His grandfathers were the chemist Walter Crum and the Scottish Episcopal Church bishop Alexander Ewing.

==Career==
===Early career===
Crum's first publications in Coptic were in 1892, and his first monograph was published in 1893. From 1893 until 1910 he assisted Flinders Petrie in the teaching of ancient Egyptian and Coptic at University College London.

===Research===
Crum spent much of his career cataloguing various Coptic materials, including the manuscript holdings of the John Rylands Library and the British Museum.

From 1910 until 1914, Crum and his partner Margaret Hart-Davis resided in Austria, where he edited texts from the Monastery of Saint Epiphanius and began work on his Coptic dictionary. With the outbreak of the First World War, he returned to England, where Thompson joined him in work on the dictionary. The dictionary was released in six parts between 1929 and 1939.

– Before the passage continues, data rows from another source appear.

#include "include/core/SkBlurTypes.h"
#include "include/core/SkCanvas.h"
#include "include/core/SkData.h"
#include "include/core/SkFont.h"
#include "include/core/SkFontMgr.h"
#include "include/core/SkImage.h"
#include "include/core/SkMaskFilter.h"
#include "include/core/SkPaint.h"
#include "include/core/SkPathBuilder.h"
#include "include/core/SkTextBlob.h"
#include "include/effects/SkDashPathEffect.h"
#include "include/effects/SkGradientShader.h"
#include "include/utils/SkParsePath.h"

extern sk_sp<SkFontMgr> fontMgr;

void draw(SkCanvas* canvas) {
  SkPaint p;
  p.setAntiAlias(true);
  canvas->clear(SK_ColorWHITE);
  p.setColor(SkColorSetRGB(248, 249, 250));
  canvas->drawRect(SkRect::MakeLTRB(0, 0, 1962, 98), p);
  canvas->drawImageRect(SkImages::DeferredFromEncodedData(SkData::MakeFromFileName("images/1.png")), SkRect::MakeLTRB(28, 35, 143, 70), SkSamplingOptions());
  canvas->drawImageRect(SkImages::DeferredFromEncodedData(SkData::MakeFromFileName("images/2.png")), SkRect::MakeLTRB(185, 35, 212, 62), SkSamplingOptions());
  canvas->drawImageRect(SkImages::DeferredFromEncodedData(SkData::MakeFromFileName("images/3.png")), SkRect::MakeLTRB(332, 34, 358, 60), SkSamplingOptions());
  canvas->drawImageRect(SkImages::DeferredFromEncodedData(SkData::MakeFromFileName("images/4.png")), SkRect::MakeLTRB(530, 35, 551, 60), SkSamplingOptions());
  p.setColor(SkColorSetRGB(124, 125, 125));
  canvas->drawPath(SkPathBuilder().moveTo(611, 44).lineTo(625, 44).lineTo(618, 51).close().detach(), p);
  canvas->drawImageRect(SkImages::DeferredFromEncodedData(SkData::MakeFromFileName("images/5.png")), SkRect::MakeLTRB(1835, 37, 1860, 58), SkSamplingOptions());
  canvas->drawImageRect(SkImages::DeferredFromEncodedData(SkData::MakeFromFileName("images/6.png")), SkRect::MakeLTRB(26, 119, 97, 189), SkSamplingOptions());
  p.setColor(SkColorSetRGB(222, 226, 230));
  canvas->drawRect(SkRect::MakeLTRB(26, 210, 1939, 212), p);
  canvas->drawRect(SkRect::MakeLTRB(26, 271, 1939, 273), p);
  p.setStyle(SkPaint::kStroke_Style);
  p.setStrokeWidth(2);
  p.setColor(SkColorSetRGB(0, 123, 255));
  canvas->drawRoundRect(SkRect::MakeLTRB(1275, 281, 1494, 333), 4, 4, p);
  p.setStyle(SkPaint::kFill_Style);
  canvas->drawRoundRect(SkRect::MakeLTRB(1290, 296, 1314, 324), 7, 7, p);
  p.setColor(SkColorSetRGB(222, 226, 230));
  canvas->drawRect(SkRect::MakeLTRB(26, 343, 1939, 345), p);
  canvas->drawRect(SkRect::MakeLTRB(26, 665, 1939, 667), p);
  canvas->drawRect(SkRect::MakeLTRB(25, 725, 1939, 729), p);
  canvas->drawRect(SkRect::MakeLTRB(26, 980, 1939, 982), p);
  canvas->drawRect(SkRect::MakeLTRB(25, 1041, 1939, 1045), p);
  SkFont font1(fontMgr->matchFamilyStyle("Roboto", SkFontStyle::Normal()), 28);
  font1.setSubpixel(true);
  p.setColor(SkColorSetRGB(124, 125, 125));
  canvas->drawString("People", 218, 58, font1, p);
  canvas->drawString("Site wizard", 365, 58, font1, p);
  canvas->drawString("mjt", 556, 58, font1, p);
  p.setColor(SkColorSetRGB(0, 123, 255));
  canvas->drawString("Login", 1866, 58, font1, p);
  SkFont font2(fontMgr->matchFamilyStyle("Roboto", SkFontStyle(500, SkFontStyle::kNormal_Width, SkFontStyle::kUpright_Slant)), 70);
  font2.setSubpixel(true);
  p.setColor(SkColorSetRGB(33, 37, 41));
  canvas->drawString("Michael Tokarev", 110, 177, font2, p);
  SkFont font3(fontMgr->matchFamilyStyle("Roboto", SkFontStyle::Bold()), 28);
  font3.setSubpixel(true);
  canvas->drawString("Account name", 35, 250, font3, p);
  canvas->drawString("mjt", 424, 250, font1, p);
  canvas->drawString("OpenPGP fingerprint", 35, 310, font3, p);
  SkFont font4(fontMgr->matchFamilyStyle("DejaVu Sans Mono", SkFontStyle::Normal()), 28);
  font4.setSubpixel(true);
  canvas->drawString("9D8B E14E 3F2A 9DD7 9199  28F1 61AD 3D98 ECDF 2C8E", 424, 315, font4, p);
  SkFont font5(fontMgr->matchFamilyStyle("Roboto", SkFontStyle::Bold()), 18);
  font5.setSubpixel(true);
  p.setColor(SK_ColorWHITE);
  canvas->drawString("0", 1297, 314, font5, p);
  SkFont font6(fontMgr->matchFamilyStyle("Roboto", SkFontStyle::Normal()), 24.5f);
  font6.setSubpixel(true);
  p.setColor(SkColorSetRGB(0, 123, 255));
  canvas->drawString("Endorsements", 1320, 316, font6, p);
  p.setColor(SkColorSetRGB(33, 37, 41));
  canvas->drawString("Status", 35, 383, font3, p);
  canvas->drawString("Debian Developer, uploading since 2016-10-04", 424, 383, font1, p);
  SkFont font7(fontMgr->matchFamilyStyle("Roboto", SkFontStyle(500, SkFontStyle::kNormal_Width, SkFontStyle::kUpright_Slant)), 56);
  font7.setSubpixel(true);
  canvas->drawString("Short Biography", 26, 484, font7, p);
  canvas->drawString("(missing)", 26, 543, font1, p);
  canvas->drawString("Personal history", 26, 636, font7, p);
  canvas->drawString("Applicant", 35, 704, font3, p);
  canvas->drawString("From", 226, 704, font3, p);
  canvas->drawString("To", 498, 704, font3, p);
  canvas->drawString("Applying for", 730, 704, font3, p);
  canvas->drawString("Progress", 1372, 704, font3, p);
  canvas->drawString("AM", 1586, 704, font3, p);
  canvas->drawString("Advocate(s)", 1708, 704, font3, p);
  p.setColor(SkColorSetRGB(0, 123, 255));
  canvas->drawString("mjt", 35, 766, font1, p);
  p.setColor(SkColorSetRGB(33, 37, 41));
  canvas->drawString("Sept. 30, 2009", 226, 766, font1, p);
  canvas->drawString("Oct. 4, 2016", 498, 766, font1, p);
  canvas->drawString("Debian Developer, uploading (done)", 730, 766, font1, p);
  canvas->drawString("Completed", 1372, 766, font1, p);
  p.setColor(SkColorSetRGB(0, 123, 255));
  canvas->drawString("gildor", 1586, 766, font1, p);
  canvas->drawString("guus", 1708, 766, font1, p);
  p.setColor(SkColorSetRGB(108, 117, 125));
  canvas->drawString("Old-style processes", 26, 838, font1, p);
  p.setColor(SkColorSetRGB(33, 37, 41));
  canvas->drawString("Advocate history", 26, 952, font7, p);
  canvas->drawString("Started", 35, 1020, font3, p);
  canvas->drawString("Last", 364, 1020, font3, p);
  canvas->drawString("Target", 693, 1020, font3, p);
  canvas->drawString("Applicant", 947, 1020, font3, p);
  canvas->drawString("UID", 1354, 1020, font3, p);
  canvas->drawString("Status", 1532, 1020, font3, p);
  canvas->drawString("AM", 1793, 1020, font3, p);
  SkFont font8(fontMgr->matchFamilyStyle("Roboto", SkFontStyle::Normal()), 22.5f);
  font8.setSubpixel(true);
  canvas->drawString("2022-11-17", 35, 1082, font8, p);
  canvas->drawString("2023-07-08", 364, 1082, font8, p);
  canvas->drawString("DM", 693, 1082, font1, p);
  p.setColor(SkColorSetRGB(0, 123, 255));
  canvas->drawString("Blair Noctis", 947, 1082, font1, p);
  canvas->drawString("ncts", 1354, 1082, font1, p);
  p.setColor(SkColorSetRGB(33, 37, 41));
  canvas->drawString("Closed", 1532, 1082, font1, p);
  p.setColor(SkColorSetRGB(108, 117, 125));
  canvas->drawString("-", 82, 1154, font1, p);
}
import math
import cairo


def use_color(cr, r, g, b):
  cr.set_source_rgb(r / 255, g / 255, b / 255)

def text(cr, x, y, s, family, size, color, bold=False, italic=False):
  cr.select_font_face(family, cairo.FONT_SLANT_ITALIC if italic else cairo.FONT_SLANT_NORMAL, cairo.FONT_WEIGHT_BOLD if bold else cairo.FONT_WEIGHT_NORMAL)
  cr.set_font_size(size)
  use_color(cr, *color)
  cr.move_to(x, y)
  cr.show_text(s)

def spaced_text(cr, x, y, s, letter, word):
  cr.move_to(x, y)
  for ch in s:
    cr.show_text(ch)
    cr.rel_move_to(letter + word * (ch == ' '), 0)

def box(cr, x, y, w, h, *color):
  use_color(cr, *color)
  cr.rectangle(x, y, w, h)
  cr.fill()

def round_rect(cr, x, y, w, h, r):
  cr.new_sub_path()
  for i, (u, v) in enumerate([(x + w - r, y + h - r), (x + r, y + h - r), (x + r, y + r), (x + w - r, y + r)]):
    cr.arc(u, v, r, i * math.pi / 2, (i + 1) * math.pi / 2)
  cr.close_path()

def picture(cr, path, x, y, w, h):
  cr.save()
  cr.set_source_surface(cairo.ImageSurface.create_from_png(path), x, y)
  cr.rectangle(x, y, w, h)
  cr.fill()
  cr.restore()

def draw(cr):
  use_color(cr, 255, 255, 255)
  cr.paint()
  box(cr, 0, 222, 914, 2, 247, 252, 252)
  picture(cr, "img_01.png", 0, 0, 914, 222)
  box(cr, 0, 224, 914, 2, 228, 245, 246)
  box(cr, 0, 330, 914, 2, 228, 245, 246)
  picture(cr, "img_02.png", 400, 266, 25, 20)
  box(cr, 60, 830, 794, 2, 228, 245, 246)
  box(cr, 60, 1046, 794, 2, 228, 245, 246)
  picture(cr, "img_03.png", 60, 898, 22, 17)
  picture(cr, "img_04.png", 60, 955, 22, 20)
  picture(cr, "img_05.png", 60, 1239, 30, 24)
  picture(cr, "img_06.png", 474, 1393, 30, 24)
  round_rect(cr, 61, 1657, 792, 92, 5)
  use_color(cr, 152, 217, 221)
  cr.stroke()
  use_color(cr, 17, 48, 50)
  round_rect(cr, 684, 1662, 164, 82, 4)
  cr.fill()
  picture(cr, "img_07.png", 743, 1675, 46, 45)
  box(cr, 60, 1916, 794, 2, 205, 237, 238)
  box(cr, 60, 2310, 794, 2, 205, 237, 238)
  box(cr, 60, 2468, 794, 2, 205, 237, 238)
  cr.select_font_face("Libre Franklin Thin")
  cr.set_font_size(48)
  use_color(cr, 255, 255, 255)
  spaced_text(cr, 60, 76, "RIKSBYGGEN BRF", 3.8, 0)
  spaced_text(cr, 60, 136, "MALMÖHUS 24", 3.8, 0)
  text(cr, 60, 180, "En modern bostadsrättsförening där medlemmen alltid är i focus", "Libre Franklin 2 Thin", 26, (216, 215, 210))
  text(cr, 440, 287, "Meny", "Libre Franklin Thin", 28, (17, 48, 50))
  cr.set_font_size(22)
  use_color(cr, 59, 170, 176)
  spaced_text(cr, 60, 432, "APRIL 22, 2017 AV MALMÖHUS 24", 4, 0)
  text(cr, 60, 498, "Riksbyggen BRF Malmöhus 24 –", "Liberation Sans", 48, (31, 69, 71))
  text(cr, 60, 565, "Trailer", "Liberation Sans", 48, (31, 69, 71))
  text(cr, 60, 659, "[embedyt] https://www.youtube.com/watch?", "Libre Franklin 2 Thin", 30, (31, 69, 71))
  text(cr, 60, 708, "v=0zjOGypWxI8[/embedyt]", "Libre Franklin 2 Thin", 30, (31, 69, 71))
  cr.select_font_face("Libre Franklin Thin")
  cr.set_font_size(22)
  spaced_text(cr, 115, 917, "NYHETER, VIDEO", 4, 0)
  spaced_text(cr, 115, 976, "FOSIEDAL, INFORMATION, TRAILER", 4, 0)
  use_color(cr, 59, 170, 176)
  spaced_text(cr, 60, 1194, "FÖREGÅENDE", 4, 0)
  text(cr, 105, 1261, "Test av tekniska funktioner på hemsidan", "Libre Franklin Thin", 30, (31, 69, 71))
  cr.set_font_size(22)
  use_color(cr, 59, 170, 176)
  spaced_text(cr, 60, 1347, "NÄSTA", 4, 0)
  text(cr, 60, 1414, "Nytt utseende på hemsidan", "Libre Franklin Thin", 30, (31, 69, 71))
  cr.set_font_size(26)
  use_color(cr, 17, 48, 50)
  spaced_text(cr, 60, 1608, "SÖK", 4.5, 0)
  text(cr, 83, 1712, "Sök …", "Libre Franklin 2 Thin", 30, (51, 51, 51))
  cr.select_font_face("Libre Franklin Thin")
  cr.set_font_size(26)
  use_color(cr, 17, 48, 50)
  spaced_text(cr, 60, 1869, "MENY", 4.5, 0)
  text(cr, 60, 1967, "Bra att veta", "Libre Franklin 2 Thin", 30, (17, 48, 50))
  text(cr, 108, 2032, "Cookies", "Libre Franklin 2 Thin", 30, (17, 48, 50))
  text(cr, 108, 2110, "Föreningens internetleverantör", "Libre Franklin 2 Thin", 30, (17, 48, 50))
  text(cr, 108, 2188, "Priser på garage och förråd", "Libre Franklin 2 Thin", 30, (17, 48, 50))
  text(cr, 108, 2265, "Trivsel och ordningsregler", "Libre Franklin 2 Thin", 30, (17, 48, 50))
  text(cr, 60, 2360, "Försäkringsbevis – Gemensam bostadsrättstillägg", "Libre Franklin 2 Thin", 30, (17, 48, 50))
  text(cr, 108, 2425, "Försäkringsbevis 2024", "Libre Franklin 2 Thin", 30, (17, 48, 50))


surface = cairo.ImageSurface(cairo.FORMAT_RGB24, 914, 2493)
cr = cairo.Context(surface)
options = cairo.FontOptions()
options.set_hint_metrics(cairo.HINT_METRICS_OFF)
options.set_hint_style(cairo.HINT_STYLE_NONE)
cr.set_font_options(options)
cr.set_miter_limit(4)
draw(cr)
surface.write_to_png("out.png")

While the dictionary was the crowning achievement of his career, Crum authored numerous other publications. The Journal of Egyptian Archaeology published bibliographies totalling 142 monographs and articles.

===Recognition===
He received an honorary doctorate from the University of Berlin and an honorary D.Litt. from Oxford University. He was a Fellow of the British Academy and was elected a Foreign Member of the American Philosophical Society shortly before his death. A Festschrift, Coptic Studies in Honor of Walter Ewing Crum, was published in 1950 as a special issue of the Bulletin of the Byzantine Institute of America.

==Personal life==
Crum married Ella Sieveking, daughter of Edward Henry Sieveking, in 1896. During his time at University College, he began a relationship with Margaret ("Madge") Hart-Davis. The exposure of their affair in 1910 led to his departure from the college. Ella Crum refused a divorce on religious grounds. Hart-Davis and Walter Crum remained partners until his death, but were never married. Crum had no children.

Crum became a close friend of Henry Francis Herbert Thompson while the latter was a student at University College, and during Thompson's decline Crum served as his next of kin.

During the First World War, Crum donated half his income to charities and volunteered with the War Office.

==Works==
- Catalogue of the Coptic manuscripts in the British Museum. British Museum (1905)
- A Coptic Dictionary. 6 vols. Oxford University/Clarendon Press, 1929-39. Repr. with introduction by James M. Robinson. Ancient Language Resources. Eugene, Oregon: Wipf and Stock, 2005. ISBN 9781597523332.